Every LGPS fund has many employers, each with their own assets and liabilities. Individual employers have different funding levels depending on their participation history, so a fund that is 100% funded will have individual employers which are under- and over-funded on a low risk basis – 100% represents the average position. Employers who are over-funded are most likely to seek change as a result of these new market conditions.

Where there have been material improvements in funding levels for funds and their employers, Isio  suggests those funds:

1. Actively review investment strategies: Consider taking advantage of de-risking opportunities, but be mindful that these might differ based on whether funding levels are approaching or exceeding 100%.

2. Consider reducing employer contributions: Should these be reduced before the next actuarial valuation comes into effect on 1 April 2026 to avoid further overfunding?

3. Consider flexibilities for employers: Recognise the different needs of their fund’s employer base and enable participating employers to agree funding and investment arrangements that reduce contribution levels and/or reduce ongoing risk exposure.

Each month from September onwards, Isio will release its LGPS Low-Risk Funding Index based on market conditions at the end of the previous month, tracking levels and the impact of further changes in market conditions. Going forwards, the Index will be extended to reveal funding levels for each individual LGPS fund and monitor how funds are responding to current market conditions through their investment strategies and employer engagement.

Isio hopes to collaborate with funds to strengthen the Index’s database and access to recent changes and actions being taken.

*Apart from the Environment Agency (Closed) Pension Fund.

Steve Simkins, partner and public services leader at Isio, says: “Prevailing market conditions are a huge success story for the LGPS and present an immediate opportunity to enhance long-term sustainability for funds and their employers. LGPS funds are in a significantly better position to March last year and it is important that those close to or exceeding full funding consider what they do now to capitalise, both to lock in their position and to avoid overpaying contributions.
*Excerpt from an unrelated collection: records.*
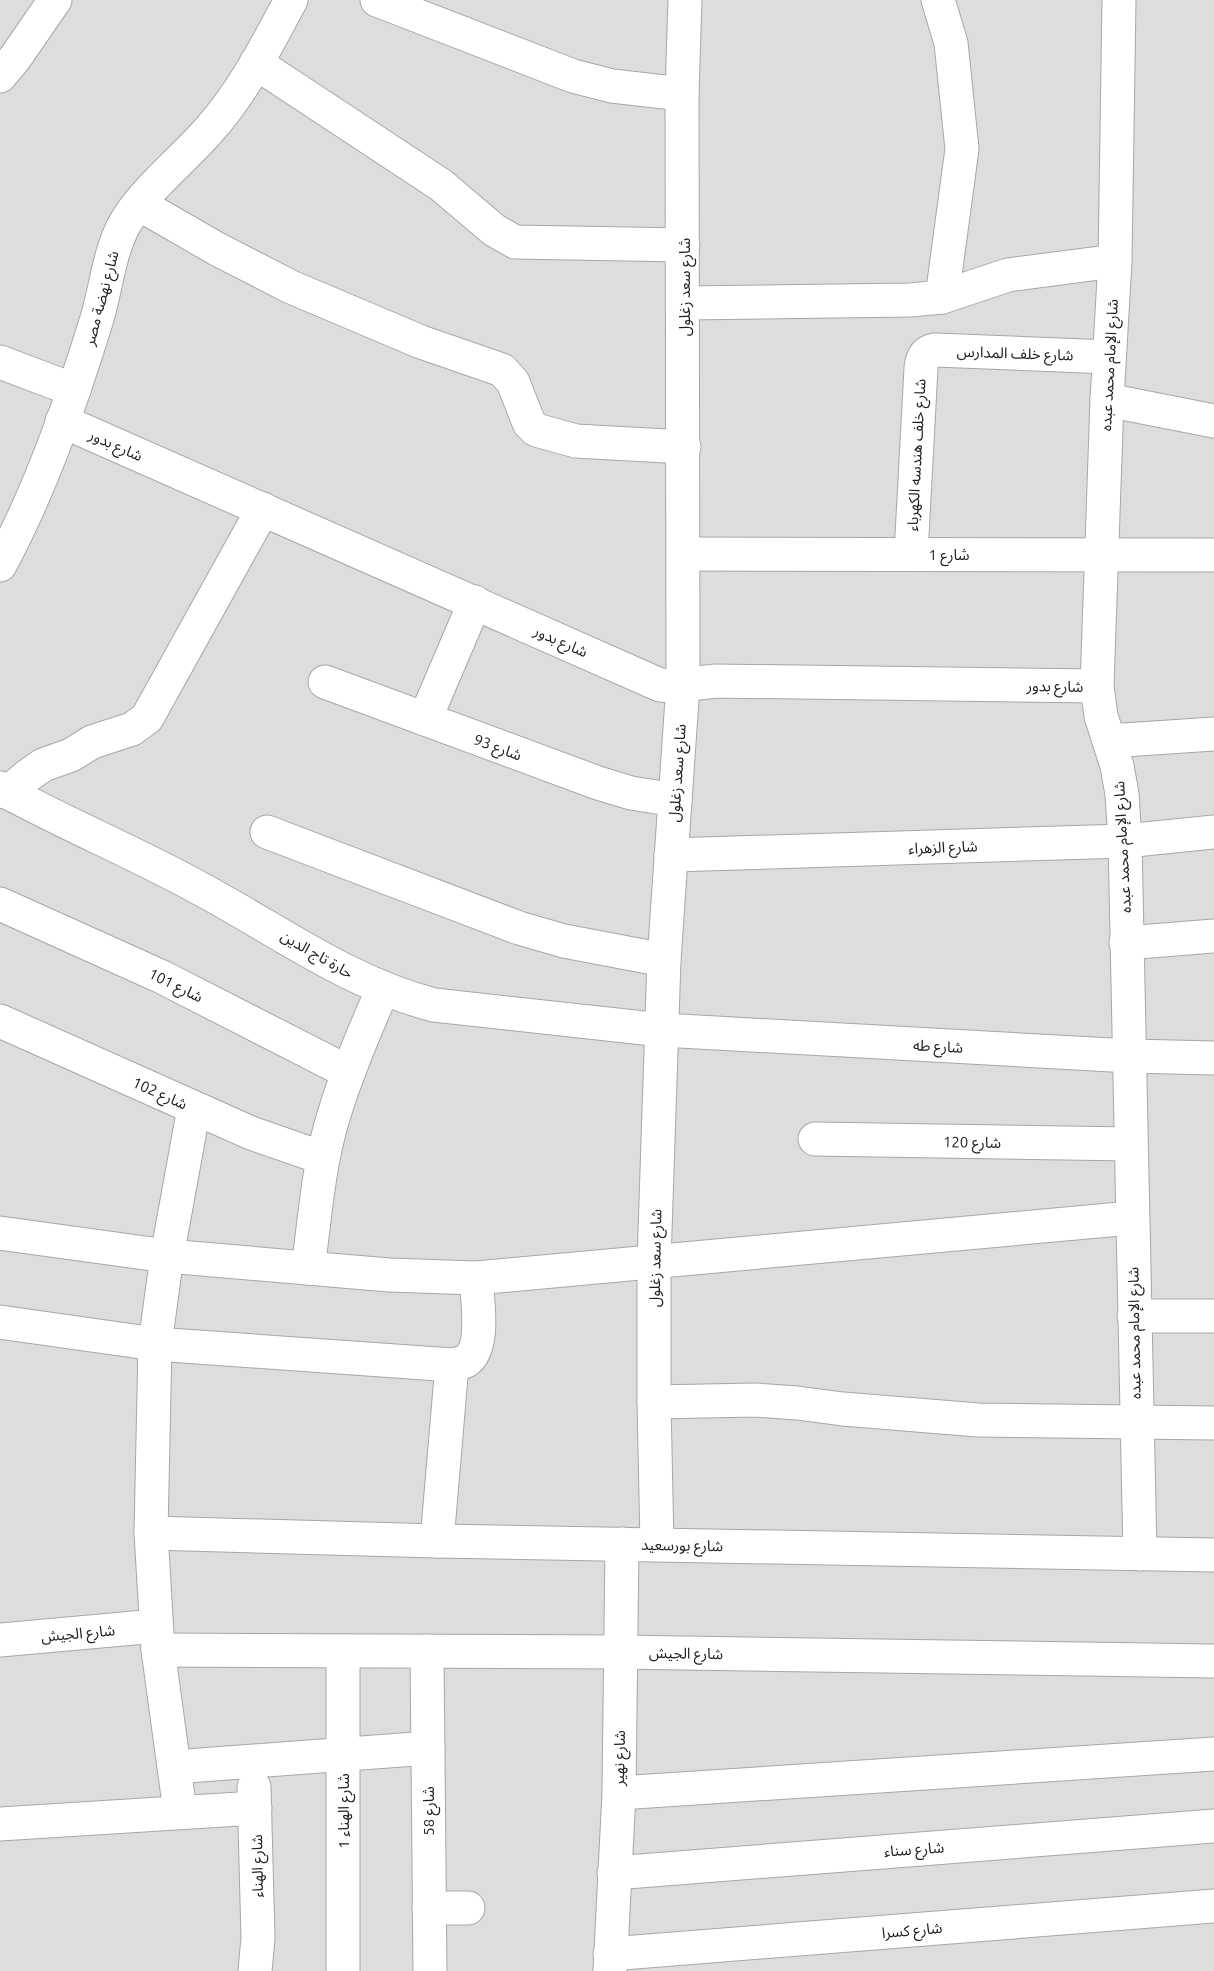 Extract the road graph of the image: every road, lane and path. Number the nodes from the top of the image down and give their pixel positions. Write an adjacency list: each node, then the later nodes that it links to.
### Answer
1 (55, 0): 8 (street)
2 (291, 0): 7 (street, شارع نهضة مصر)
3 (377, 0): 9 (street)
4 (685, 0): 9 (street, شارع سعد زغلول)
5 (938, 0): 13 (street)
6 (1119, 0): 12 (street, شارع الإمام محمد عبده)
7 (256, 63): 10 (street, شارع نهضة مصر); 11 (street)
8 (0, 76)
9 (682, 94): 11 (street, شارع سعد زغلول)
10 (139, 204): 18 (street, شارع نهضة مصر); 22 (street)
11 (683, 245): 14 (street, شارع سعد زغلول)
12 (1115, 261): 13 (street); 16 (street, شارع الإمام محمد عبده)
13 (942, 297): 14 (street)
14 (684, 303): 22 (street, شارع سعد زغلول)
15 (924, 356): 16 (street, شارع خلف المدارس); 25 (street, شارع خلف هندسه الكهرباء)
16 (1109, 357): 19 (street, شارع الإمام محمد عبده)
17 (0, 362): 18 (street)
18 (74, 390): 20 (street, شارع نهضة مصر)
19 (1107, 400): 21 (street); 26 (street, شارع الإمام محمد عبده)
20 (62, 421): 23 (street, شارع بدور); 28 (street, شارع نهضة مصر)
21 (1214, 421)
22 (684, 447): 24 (street, شارع سعد زغلول)
23 (262, 509): 29 (street, شارع بدور); 36 (street)
24 (684, 554): 25 (street, شارع 1); 31 (street, شارع سعد زغلول)
25 (911, 554): 26 (street, شارع 1)
26 (1102, 554): 27 (street, شارع 1); 32 (street, شارع الإمام محمد عبده)
27 (1214, 555)
28 (0, 565)
29 (475, 603): 31 (street, شارع بدور); 33 (street)
30 (325, 682): 33 (street, شارع 93)
31 (684, 685): 32 (street, شارع بدور); 37 (street, شارع سعد زغلول)
32 (1097, 686): 35 (street, شارع الإمام محمد عبده)
33 (424, 719): 37 (street, شارع 93)
34 (1214, 734): 35 (street)
35 (1109, 741): 40 (street, شارع الإمام محمد عبده)
36 (4, 791): 46 (street, حارة تاج الدين)
37 (675, 800): 41 (street, شارع سعد زغلول)
38 (267, 831): 45 (street)
39 (1214, 832): 40 (street, شارع الزهراء)
40 (1125, 841): 41 (street, شارع الزهراء); 44 (street, شارع الإمام محمد عبده)
41 (671, 855): 45 (street, شارع سعد زغلول)
42 (0, 904): 51 (street, شارع 101)
43 (1214, 936): 44 (street)
44 (1126, 943): 49 (street, شارع الإمام محمد عبده)
45 (664, 960): 48 (street, شارع سعد زغلول)
46 (383, 990): 48 (street, حارة تاج الدين); 51 (street)
47 (0, 1021): 52 (street, شارع 102)
48 (662, 1030): 49 (street, شارع طه); 59 (street, شارع سعد زغلول)
49 (1130, 1056): 50 (street, شارع طه); 54 (street, شارع الإمام محمد عبده)
50 (1214, 1058)
51 (348, 1072): 55 (street)
52 (194, 1108): 55 (street, شارع 102); 58 (street)
53 (815, 1139): 54 (street, شارع 120)
54 (1130, 1144): 56 (street, شارع الإمام محمد عبده)
55 (323, 1158): 60 (street)
56 (1131, 1218): 59 (street); 62 (street, شارع الإمام محمد عبده)
57 (0, 1233): 58 (street)
58 (166, 1256): 60 (street); 65 (street)
59 (654, 1262): 61 (street); 67 (street, شارع سعد زغلول)
60 (308, 1269): 61 (street)
61 (476, 1278): 66 (street)
62 (1134, 1316): 63 (street); 68 (street, شارع الإمام محمد عبده)
63 (1214, 1316)
64 (0, 1322): 65 (street)
65 (155, 1344): 66 (street); 70 (street)
66 (452, 1365): 71 (street)
67 (654, 1402): 68 (street); 73 (street, شارع سعد زغلول)
68 (1136, 1422): 69 (street); 74 (street, شارع الإمام محمد عبده)
69 (1214, 1423)
70 (151, 1533): 71 (street, شارع بورسعيد); 76 (street)
71 (437, 1541): 72 (street, شارع بورسعيد)
72 (622, 1544): 73 (street, شارع بورسعيد); 80 (street, شارع نهير)
73 (657, 1545): 74 (street, شارع بورسعيد)
74 (1140, 1554): 75 (street, شارع بورسعيد)
75 (1214, 1555)
76 (157, 1638): 77 (street, شارع الجيش); 78 (street, شارع الجيش); 86 (street)
77 (0, 1640)
78 (343, 1651): 79 (street, شارع الجيش); 83 (street, شارع الهناء 1)
79 (428, 1651): 80 (street, شارع الجيش); 82 (street, شارع 58)
80 (621, 1652): 81 (street, شارع الجيش); 87 (street, شارع نهير)
81 (1214, 1661)
82 (428, 1748): 83 (street); 94 (street, شارع 58)
83 (343, 1754): 85 (street); 98 (street, شارع الهناء 1)
84 (1214, 1754): 87 (street)
85 (253, 1761): 86 (street); 88 (street, شارع الهناء)
86 (174, 1767): 89 (street)
87 (619, 1793): 92 (street, شارع نهير)
88 (255, 1808): 89 (street); 97 (street, شارع الهناء)
89 (180, 1812): 90 (street)
90 (0, 1824)
91 (1214, 1826): 92 (street, شارع سناء)
92 (614, 1872): 96 (street, شارع نهير)
93 (1214, 1906): 96 (street, شارع كسرا)
94 (429, 1908): 95 (street); 99 (street, شارع 58)
95 (468, 1908)
96 (610, 1963)
97 (255, 1971)
98 (343, 1971)
99 (430, 1971)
“While de-risking is almost always the right answer for fully funded trust-based schemes, it must be carefully considered by individual LGPS funds given their open status and long-term nature. However, de-risking does not need to be wholesale and it does not need to be permanent. Each Fund is made up of many participating employers, each with different funding positions and objectives, and so each Fund should actively engage with its employers on their own merits, enabling de-risking or reductions in future contribution rate levels where appropriate. There is a risk of inaction, if market conditions were to worsen again.”

“At the same time, with such a paradigm shift for the LGPS’s finances, we expect the Department for Levelling Up, Housing and Communities and the LGPS Scheme Advisory Board to urgently engage with these changes and consider whether an out of cycle actuarial valuation should be triggered to avoid further over-funding. This could have a significant and positive financial benefit for councils, many of whom are struggling to deliver core services. Excessive pension contributions constitute unnecessary spend and should be challenged.”